→ **MATERIAL FOR THE TASK**:

# # #

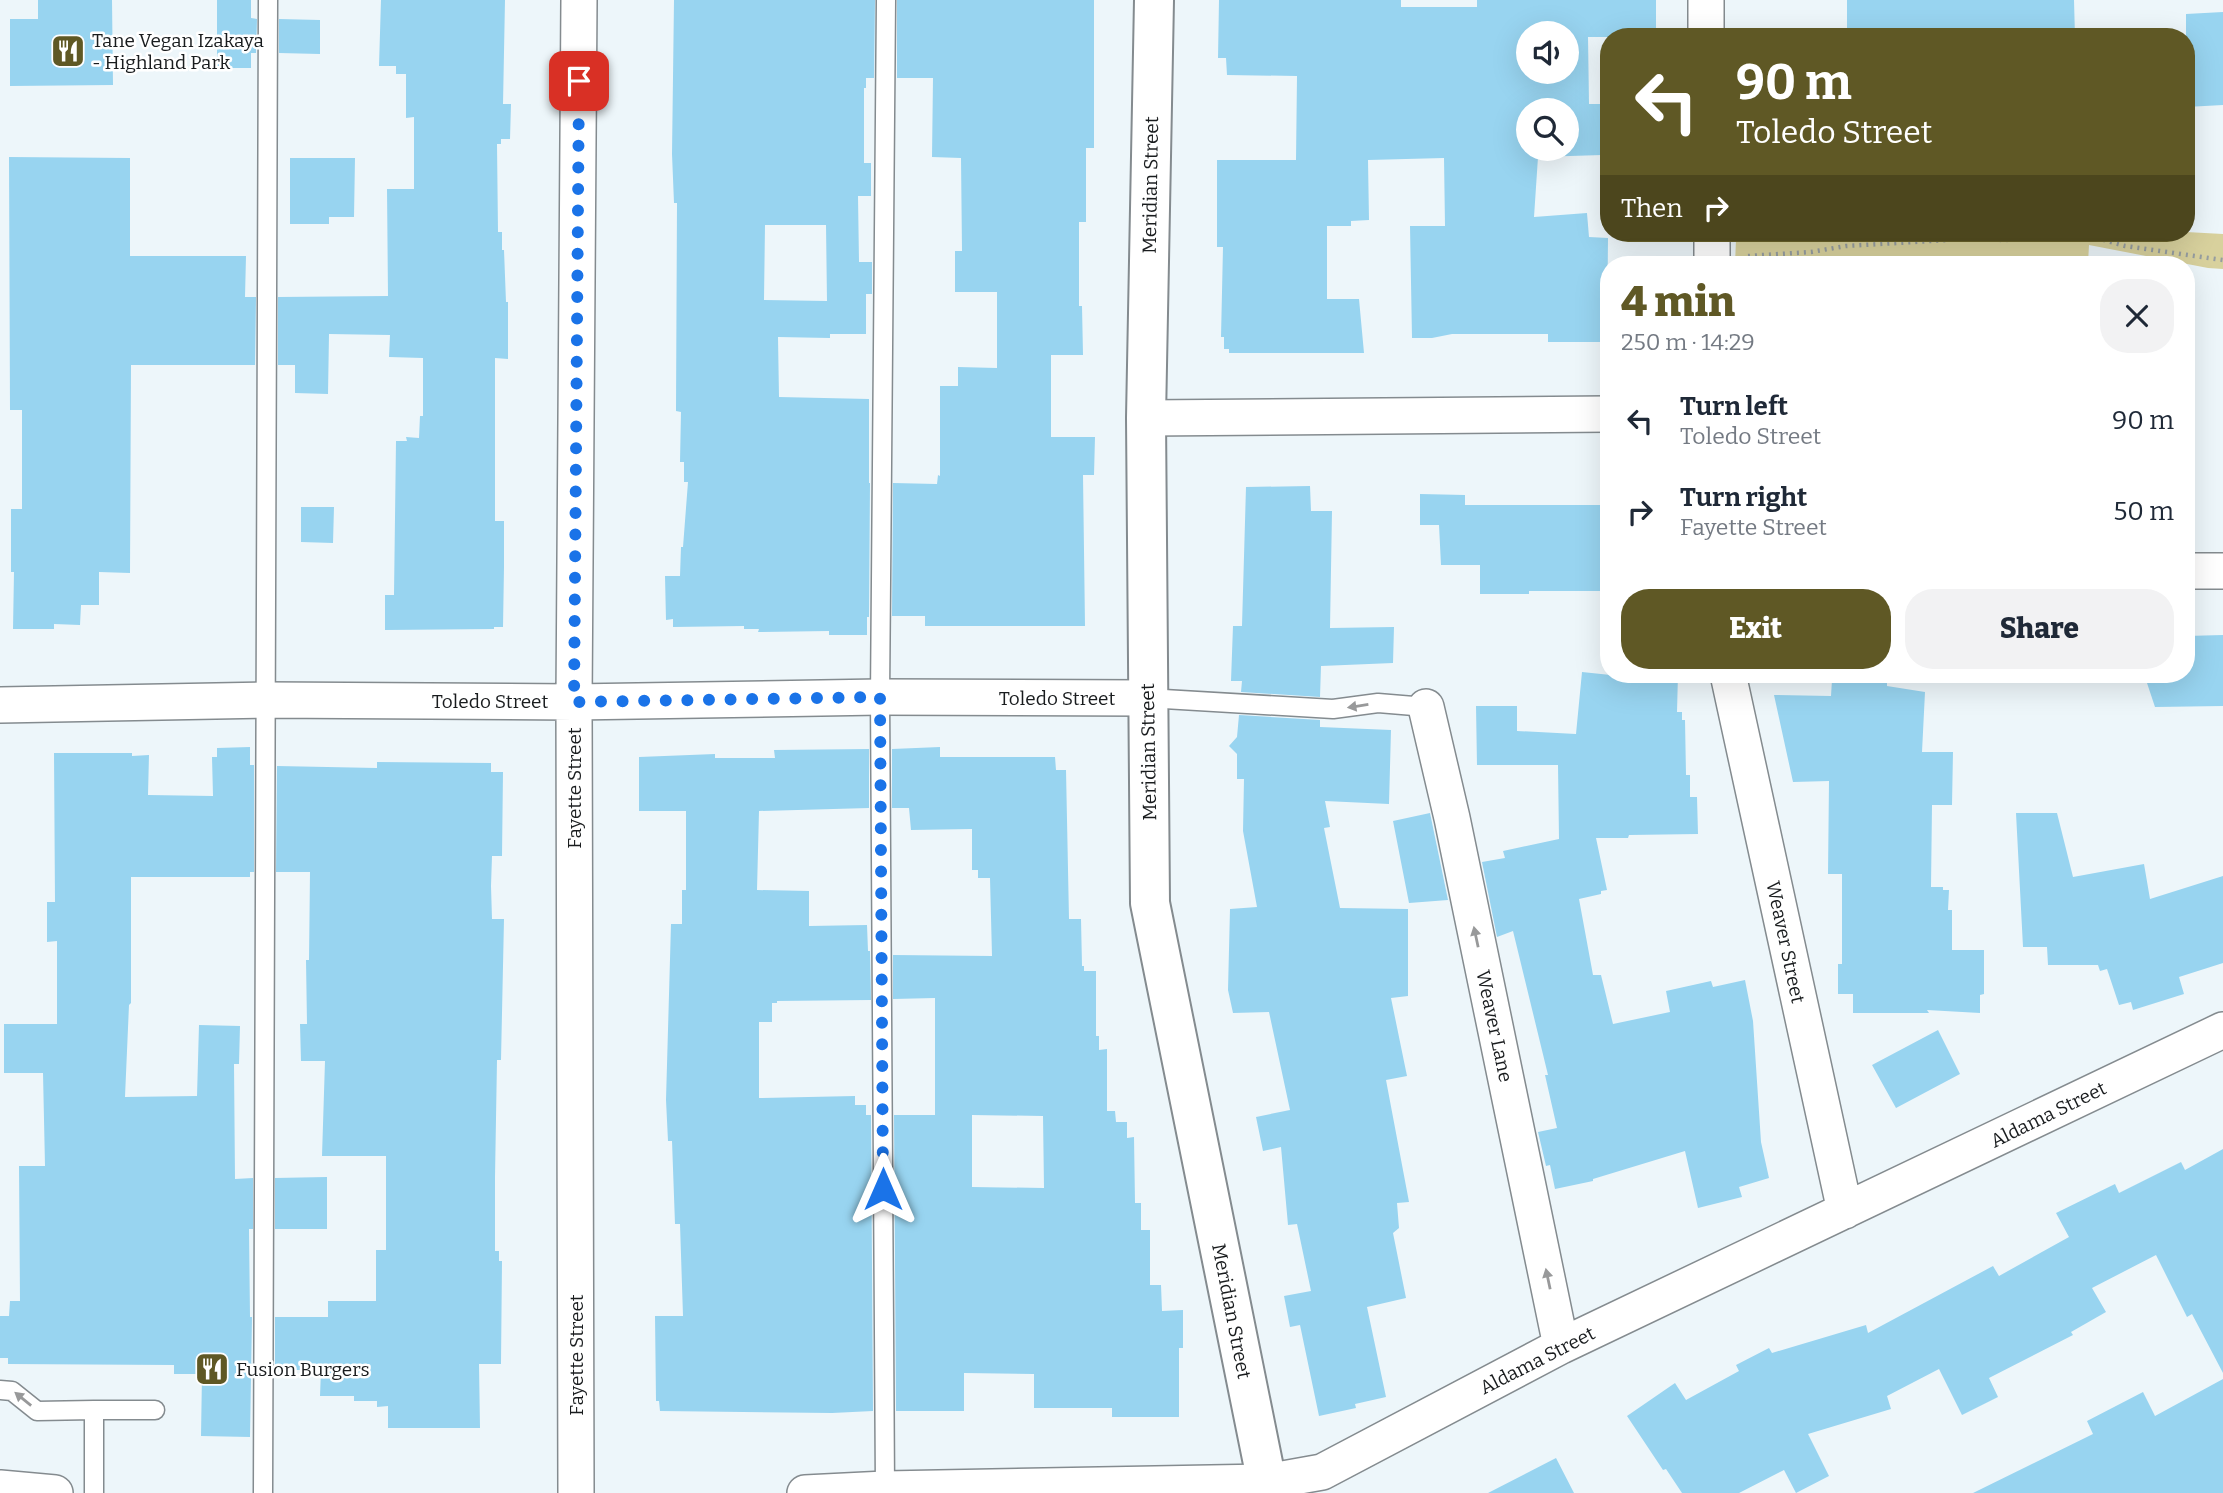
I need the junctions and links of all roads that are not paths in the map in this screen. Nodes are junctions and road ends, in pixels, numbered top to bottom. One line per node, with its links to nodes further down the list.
1 (268, 0): 14 (lane)
2 (579, 0): 15 (street, Fayette Street)
3 (886, 0): 12 (lane)
4 (1154, 0): 8 (street, Meridian Street)
5 (1706, 0): 6 (street)
6 (1706, 28)
7 (1600, 414): 8 (street)
8 (1146, 418): 13 (street, Meridian Street)
9 (2195, 571): 10 (street)
10 (2223, 571)
11 (1730, 683): 19 (street, Weaver Street)
12 (880, 697): 13 (street, Toledo Street); 15 (street, Toledo Street); 26 (lane)
13 (1147, 698): 17 (lane, one-way to 13); 25 (street, Meridian Street)
14 (266, 700): 15 (street, Toledo Street); 16 (street, Toledo Street); 29 (lane)
15 (574, 702): 30 (street, Fayette Street)
16 (0, 705)
17 (1426, 707): 20 (street, Weaver Lane, one-way to 17)
18 (2223, 1030): 19 (street, Aldama Street)
19 (1845, 1211): 20 (street, Aldama Street)
20 (1562, 1346): 25 (street, Aldama Street)
21 (0, 1390): 22 (lane, one-way to 21)
22 (94, 1410): 23 (lane); 28 (lane)
23 (155, 1410)
24 (0, 1488): 27 (street)
25 (1268, 1488): 26 (street, Aldama Street)
26 (885, 1489): 31 (street, Aldama Street)
27 (55, 1493)
28 (94, 1493)
29 (264, 1493)
30 (576, 1493)
31 (804, 1493)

# # #

Copy the listing exactly. Any image in it stays out of the copy.

I need the junctions and links of all roads that are not paths in the map in this screen. Nodes are junctions and road ends, in pixels, numbered top to bottom. One line per node, with its links to nodes further down the list.
1 (268, 0): 14 (lane)
2 (579, 0): 15 (street, Fayette Street)
3 (886, 0): 12 (lane)
4 (1154, 0): 8 (street, Meridian Street)
5 (1706, 0): 6 (street)
6 (1706, 28)
7 (1600, 414): 8 (street)
8 (1146, 418): 13 (street, Meridian Street)
9 (2195, 571): 10 (street)
10 (2223, 571)
11 (1730, 683): 19 (street, Weaver Street)
12 (880, 697): 13 (street, Toledo Street); 15 (street, Toledo Street); 26 (lane)
13 (1147, 698): 17 (lane, one-way to 13); 25 (street, Meridian Street)
14 (266, 700): 15 (street, Toledo Street); 16 (street, Toledo Street); 29 (lane)
15 (574, 702): 30 (street, Fayette Street)
16 (0, 705)
17 (1426, 707): 20 (street, Weaver Lane, one-way to 17)
18 (2223, 1030): 19 (street, Aldama Street)
19 (1845, 1211): 20 (street, Aldama Street)
20 (1562, 1346): 25 (street, Aldama Street)
21 (0, 1390): 22 (lane, one-way to 21)
22 (94, 1410): 23 (lane); 28 (lane)
23 (155, 1410)
24 (0, 1488): 27 (street)
25 (1268, 1488): 26 (street, Aldama Street)
26 (885, 1489): 31 (street, Aldama Street)
27 (55, 1493)
28 (94, 1493)
29 (264, 1493)
30 (576, 1493)
31 (804, 1493)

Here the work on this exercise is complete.